TASK PROMPT >> Count the lines that contain the string "Avenue" in the records beneath, and respond with the number only.

-- MATERIAL FOR THIS TASK follows --

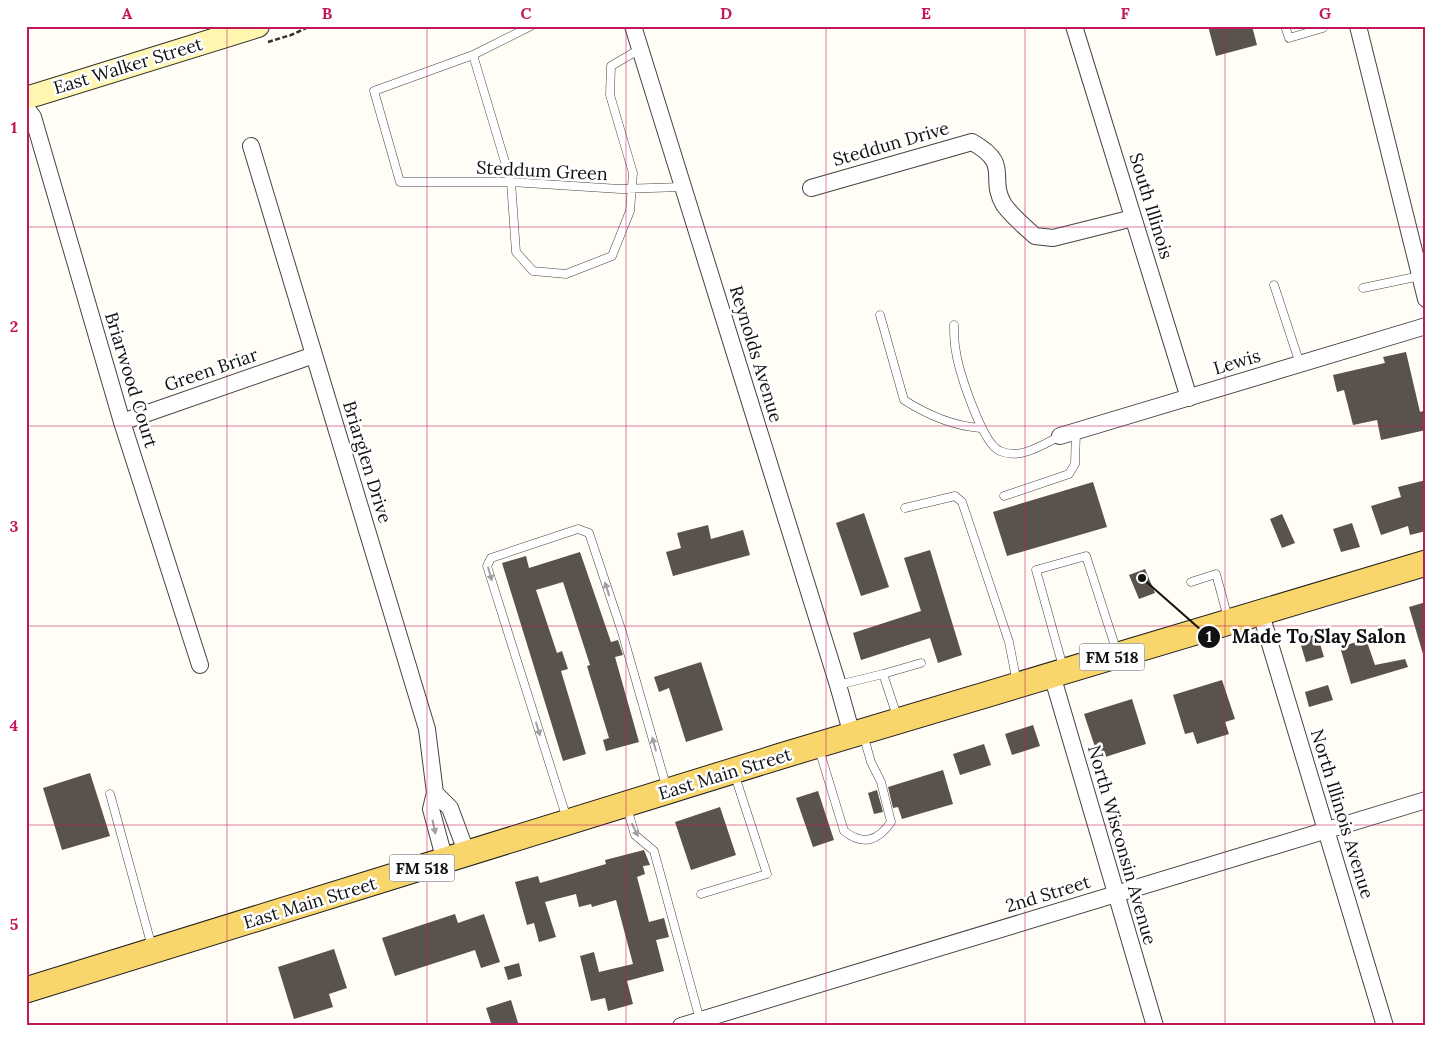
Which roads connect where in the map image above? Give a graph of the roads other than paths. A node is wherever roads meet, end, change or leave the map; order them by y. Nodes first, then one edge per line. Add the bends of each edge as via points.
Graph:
1 (258, 26) edge
2 (531, 26) edge
3 (633, 26) edge
4 (1074, 26) edge
5 (1285, 26) edge
6 (1358, 26) edge
7 (1326, 27) edge
8 (640, 49) junction
9 (473, 55) junction
10 (26, 98) edge
11 (26, 108) edge
12 (251, 146) dead end
13 (511, 182) junction
14 (682, 187) junction
15 (811, 188) dead end
16 (632, 189) junction
17 (1134, 218) junction
18 (1420, 276) junction
19 (1274, 285) dead end
20 (1363, 288) dead end
21 (1426, 299) edge
22 (880, 315) dead end
23 (954, 325) dead end
24 (1426, 326) edge
25 (314, 355) junction
26 (1300, 364) junction
27 (1189, 398) junction
28 (122, 422) junction
29 (980, 428) junction
30 (1068, 433) junction
31 (1004, 496) dead end
32 (905, 508) dead end
33 (1426, 563) edge
34 (1191, 582) dead end
35 (1261, 614) junction
36 (1230, 623) junction
37 (1118, 655) junction
38 (921, 664) dead end
39 (200, 665) dead end
40 (1058, 673) junction
41 (883, 674) junction
42 (1017, 685) junction
43 (840, 690) junction
44 (899, 721) junction
45 (857, 734) junction
46 (818, 745) junction
47 (734, 771) junction
48 (668, 791) junction
49 (436, 793) junction
50 (110, 794) dead end
51 (1426, 800) edge
52 (626, 804) junction
53 (568, 822) junction
54 (1326, 830) junction
55 (456, 857) junction
56 (701, 894) dead end
57 (1115, 895) junction
58 (154, 951) junction
59 (26, 990) edge
60 (700, 1020) junction
61 (681, 1026) edge
62 (1154, 1026) edge
63 (1385, 1026) edge

1 - 10 street, East Walker Street
2 - 9 lane
3 - 8 street, Reynolds Avenue
4 - 17 street, South Illinois
5 - 7 lane via 1288,38
6 - 18 street
8 - 14 street, Reynolds Avenue
8 - 16 lane via 611,66 610,94 633,174
9 - 13 lane
9 - 13 lane, Steddum Green via 374,91 400,182
11 - 28 street, Briarwood Court via 33,117
12 - 25 street, Briarglen Drive
13 - 16 lane, Steddum Green
13 - 16 lane via 516,252 533,271 566,274 612,256 630,211
14 - 16 lane, Steddum Green
14 - 43 street, Reynolds Avenue
15 - 17 street, Steddun Drive via 972,142 989,151 996,164 1004,204 1035,236 1053,238
17 - 27 street, South Illinois
18 - 20 lane
18 - 21 street
19 - 26 lane
22 - 29 lane via 904,400 946,420
23 - 29 lane via 956,352
24 - 26 street, Lewis
25 - 28 street, Green Briar
25 - 49 street, Briarglen Drive via 427,729
26 - 27 street, Lewis
27 - 30 street, Lewis
28 - 39 street, Briarwood Court
29 - 30 lane via 998,451 1014,455
30 - 31 lane via 1075,464 1069,474
32 - 42 lane via 956,496 962,502 1009,642
33 - 35 main road, East Main Street / FM 518
34 - 36 lane via 1216,574
35 - 36 main road, East Main Street / FM 518
35 - 54 street, North Illinois Avenue
36 - 37 main road, East Main Street / FM 518
37 - 40 main road, East Main Street / FM 518
37 - 40 lane via 1086,556 1036,570
38 - 41 lane
40 - 42 main road, East Main Street / FM 518
40 - 57 street, North Wisconsin Avenue
41 - 43 lane
41 - 44 lane
42 - 44 main road, East Main Street / FM 518
43 - 45 street, Reynolds Avenue
44 - 45 main road, East Main Street / FM 518
45 - 46 main road, East Main Street / FM 518
45 - 46 lane via 882,782 891,822 877,837 861,841 844,831
46 - 47 main road, East Main Street / FM 518
47 - 48 main road, East Main Street / FM 518
47 - 56 lane via 767,874
48 - 52 main road, East Main Street / FM 518
48 -> 53 lane via 622,632 589,533 578,529 491,558 487,566
49 - 55 street via 450,808
49 -> 55 street, Briarglen Drive via 431,809
50 - 58 lane
51 - 54 street, 2nd Street
52 - 53 main road, East Main Street / FM 518
52 -> 60 lane via 635,835 654,851
53 - 55 main road, East Main Street / FM 518
54 - 57 street, 2nd Street
54 - 63 street, North Illinois Avenue
55 - 58 main road, East Main Street / FM 518
57 - 60 street, 2nd Street
57 - 62 street, North Wisconsin Avenue
58 - 59 main road, East Main Street / FM 518
60 - 61 street, 2nd Street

-- MATERIAL FOR THIS TASK concluded --

ANSWER TO THE EXERCISE >> 8